In the entries below, how many lines contain the string "Minh"? State the number and nothing else.
--------
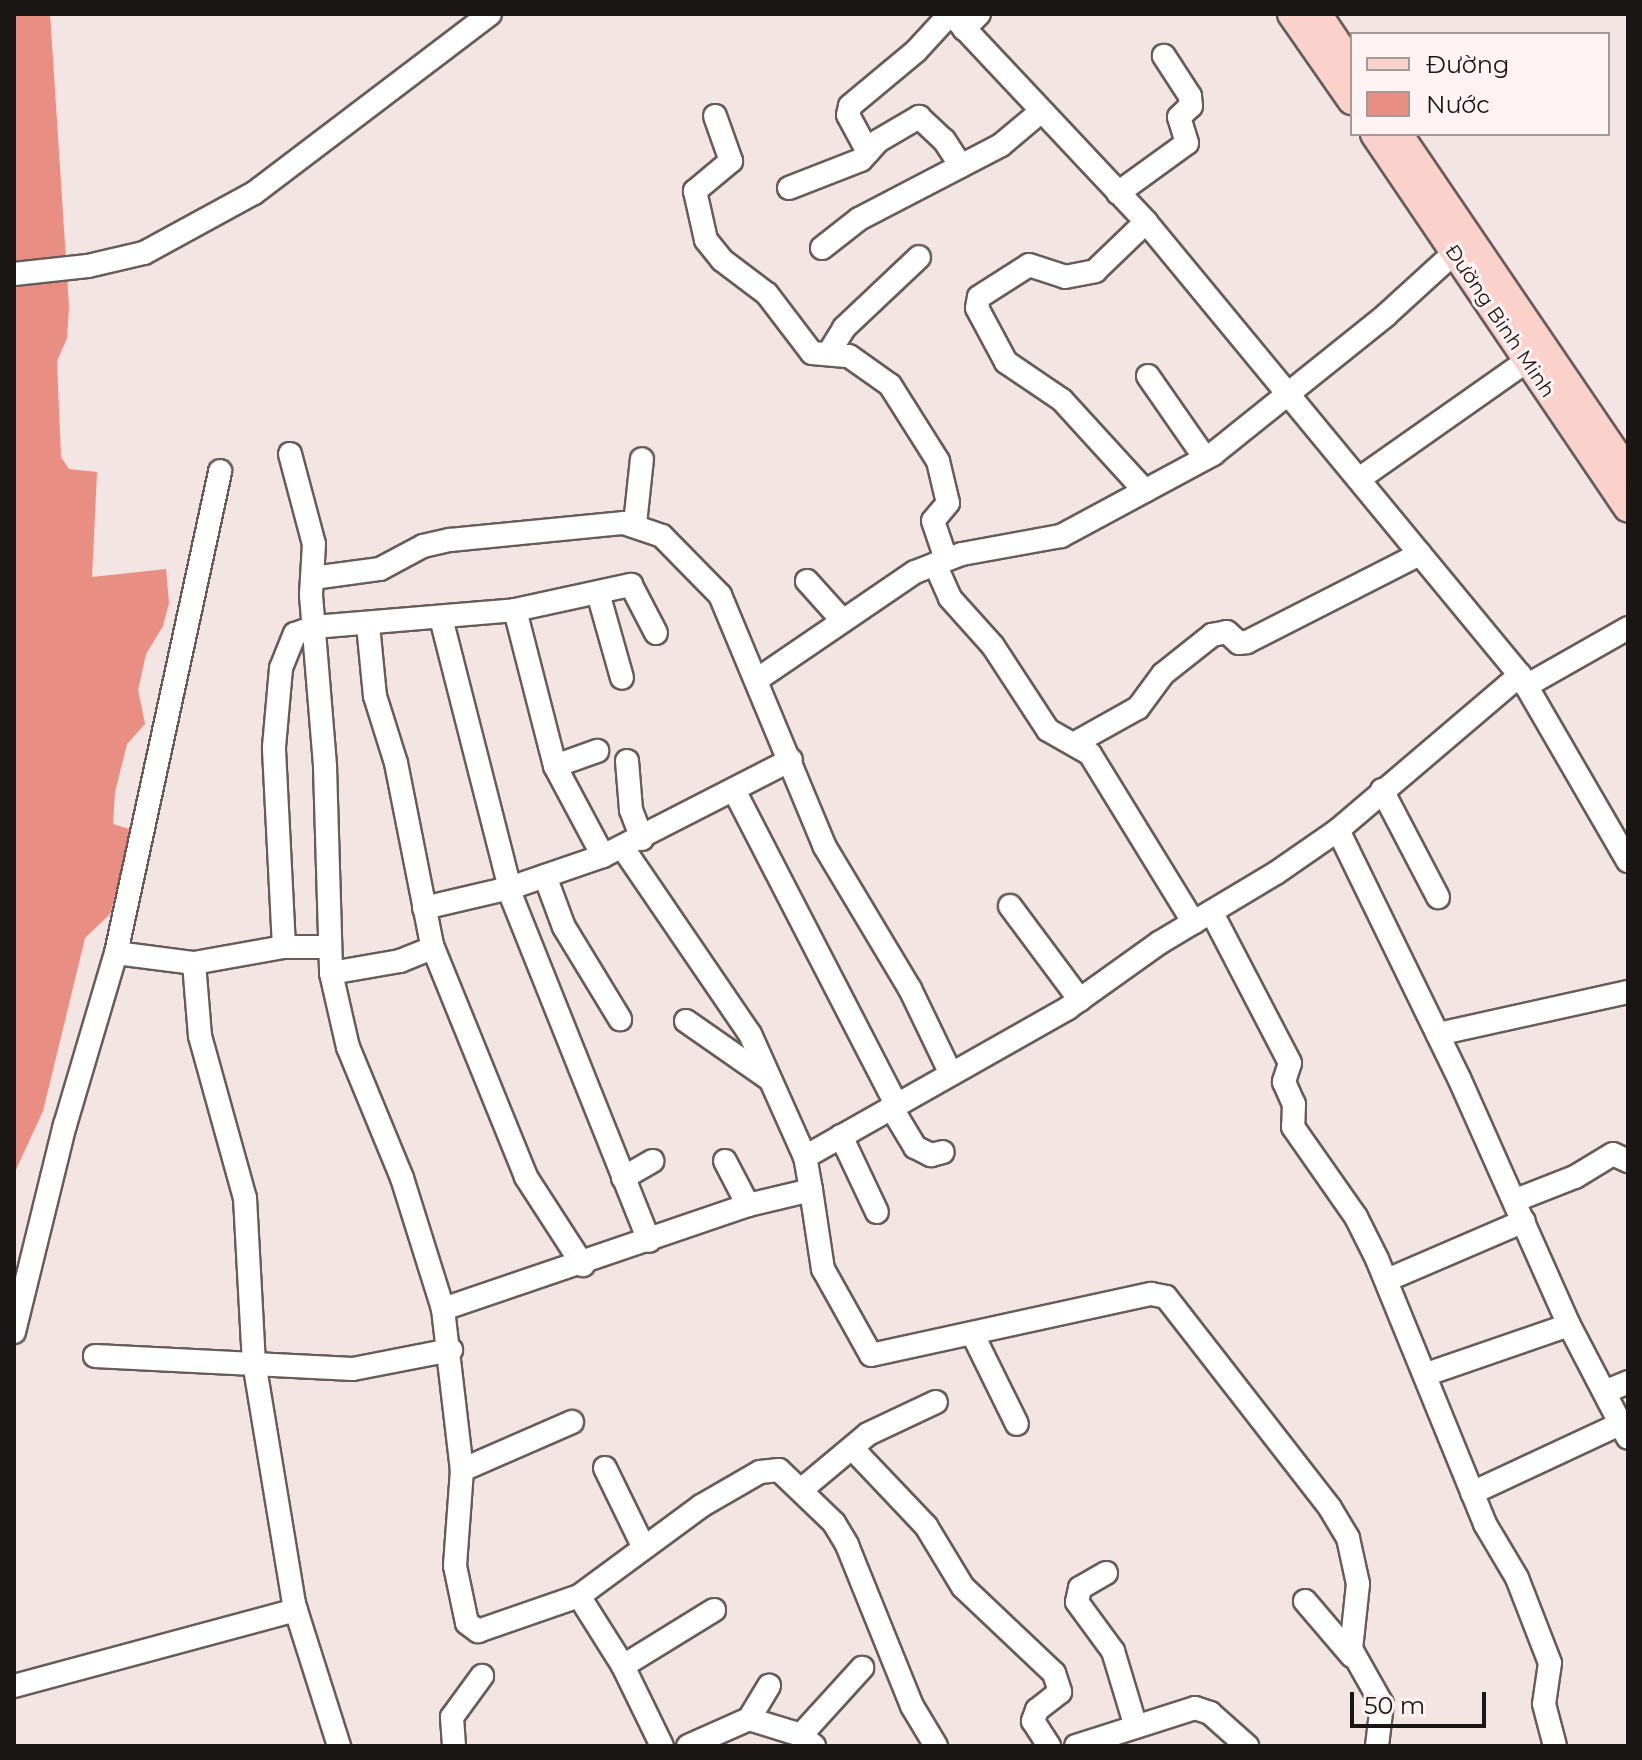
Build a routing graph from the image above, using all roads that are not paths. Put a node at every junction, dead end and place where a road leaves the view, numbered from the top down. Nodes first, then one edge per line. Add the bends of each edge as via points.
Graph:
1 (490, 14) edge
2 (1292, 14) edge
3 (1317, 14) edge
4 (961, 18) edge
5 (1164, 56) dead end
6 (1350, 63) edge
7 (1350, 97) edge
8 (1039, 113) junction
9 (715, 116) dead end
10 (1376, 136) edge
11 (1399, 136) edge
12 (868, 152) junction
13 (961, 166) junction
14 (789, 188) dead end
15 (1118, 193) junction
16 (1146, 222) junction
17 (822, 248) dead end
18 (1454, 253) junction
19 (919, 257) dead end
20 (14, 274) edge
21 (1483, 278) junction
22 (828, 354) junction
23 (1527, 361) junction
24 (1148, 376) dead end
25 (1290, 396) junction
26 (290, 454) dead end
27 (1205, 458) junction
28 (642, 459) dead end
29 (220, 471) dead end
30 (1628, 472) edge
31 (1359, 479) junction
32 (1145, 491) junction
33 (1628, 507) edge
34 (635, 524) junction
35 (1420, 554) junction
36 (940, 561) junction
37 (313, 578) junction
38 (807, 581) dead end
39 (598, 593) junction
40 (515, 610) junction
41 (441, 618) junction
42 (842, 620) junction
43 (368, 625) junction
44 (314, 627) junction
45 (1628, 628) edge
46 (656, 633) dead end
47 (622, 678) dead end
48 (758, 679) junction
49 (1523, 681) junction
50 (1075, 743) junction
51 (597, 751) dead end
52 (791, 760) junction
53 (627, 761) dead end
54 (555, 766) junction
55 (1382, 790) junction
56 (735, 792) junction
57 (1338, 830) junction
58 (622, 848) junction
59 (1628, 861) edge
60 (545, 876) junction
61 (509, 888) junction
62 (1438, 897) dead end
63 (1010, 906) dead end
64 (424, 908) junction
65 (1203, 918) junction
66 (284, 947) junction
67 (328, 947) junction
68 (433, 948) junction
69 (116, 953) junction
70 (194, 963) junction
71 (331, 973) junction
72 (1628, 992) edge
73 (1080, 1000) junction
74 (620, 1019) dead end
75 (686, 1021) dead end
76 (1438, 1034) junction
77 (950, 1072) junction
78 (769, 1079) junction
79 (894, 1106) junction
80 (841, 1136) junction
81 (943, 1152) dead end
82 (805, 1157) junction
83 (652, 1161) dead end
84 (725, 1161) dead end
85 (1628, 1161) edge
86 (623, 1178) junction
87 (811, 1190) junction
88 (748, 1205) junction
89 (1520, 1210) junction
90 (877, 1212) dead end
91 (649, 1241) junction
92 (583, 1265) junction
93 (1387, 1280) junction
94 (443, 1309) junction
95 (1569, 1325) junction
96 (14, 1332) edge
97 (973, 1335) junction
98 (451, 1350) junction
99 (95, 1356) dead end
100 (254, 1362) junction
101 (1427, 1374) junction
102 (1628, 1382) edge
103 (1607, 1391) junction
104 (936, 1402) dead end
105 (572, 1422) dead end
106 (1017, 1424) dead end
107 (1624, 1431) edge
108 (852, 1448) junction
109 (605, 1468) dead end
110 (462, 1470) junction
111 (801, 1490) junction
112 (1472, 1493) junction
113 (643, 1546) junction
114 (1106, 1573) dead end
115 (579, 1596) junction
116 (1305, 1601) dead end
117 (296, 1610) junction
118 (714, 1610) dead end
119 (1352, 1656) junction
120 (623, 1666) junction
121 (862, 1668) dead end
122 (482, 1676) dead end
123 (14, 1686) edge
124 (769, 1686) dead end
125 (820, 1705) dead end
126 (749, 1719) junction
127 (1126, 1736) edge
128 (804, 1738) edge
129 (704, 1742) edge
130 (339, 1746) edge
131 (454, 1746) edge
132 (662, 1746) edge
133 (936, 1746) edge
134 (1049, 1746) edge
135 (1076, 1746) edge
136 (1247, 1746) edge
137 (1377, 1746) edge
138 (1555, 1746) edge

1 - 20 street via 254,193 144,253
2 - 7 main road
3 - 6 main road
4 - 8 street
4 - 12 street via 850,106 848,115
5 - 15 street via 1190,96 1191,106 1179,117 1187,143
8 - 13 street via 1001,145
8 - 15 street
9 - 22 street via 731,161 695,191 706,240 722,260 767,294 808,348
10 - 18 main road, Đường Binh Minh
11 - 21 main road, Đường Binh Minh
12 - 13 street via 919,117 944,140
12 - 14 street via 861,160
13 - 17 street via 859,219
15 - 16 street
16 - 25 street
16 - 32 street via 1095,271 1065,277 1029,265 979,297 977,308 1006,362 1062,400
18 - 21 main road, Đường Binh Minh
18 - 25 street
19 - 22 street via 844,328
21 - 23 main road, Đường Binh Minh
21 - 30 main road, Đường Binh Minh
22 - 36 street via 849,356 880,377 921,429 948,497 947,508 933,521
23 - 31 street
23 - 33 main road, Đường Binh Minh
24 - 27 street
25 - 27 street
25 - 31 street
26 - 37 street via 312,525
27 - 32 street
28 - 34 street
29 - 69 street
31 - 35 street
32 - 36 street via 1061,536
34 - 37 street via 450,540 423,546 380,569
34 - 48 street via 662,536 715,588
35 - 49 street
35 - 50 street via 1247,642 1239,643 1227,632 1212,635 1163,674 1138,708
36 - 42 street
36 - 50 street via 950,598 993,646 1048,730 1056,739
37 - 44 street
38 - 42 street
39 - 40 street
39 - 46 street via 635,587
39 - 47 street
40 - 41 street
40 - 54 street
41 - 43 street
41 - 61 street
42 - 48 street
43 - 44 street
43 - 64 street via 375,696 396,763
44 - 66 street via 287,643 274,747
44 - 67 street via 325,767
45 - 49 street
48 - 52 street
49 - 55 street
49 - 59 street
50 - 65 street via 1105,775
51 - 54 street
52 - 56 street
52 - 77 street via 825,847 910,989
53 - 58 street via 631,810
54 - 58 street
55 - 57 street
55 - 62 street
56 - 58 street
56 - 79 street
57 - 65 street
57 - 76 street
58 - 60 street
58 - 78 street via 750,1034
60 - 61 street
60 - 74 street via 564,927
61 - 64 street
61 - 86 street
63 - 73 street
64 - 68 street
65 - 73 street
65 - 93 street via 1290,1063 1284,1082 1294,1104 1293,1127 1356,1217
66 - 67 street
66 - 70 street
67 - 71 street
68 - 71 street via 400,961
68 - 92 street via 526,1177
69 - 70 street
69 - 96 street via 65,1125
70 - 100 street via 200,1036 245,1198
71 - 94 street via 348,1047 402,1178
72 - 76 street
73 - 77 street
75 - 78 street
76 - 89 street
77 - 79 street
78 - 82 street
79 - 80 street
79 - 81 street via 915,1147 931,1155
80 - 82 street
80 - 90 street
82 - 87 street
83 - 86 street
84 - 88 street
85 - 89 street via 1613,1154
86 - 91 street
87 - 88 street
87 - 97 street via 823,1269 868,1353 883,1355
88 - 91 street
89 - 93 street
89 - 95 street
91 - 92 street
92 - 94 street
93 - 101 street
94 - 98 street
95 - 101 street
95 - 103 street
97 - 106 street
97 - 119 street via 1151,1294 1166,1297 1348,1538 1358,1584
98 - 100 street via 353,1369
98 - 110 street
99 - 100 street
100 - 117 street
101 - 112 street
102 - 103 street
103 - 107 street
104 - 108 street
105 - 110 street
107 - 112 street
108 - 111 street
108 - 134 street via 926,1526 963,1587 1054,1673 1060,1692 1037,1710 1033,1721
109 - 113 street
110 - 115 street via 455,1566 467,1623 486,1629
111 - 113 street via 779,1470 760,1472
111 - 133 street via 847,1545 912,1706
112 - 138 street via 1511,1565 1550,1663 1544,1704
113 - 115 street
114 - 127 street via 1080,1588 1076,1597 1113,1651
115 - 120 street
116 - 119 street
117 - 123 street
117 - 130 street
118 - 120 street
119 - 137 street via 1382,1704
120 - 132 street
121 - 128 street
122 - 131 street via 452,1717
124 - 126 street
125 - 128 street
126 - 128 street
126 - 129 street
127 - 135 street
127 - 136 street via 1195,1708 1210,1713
--------
ANSWER BOX: 6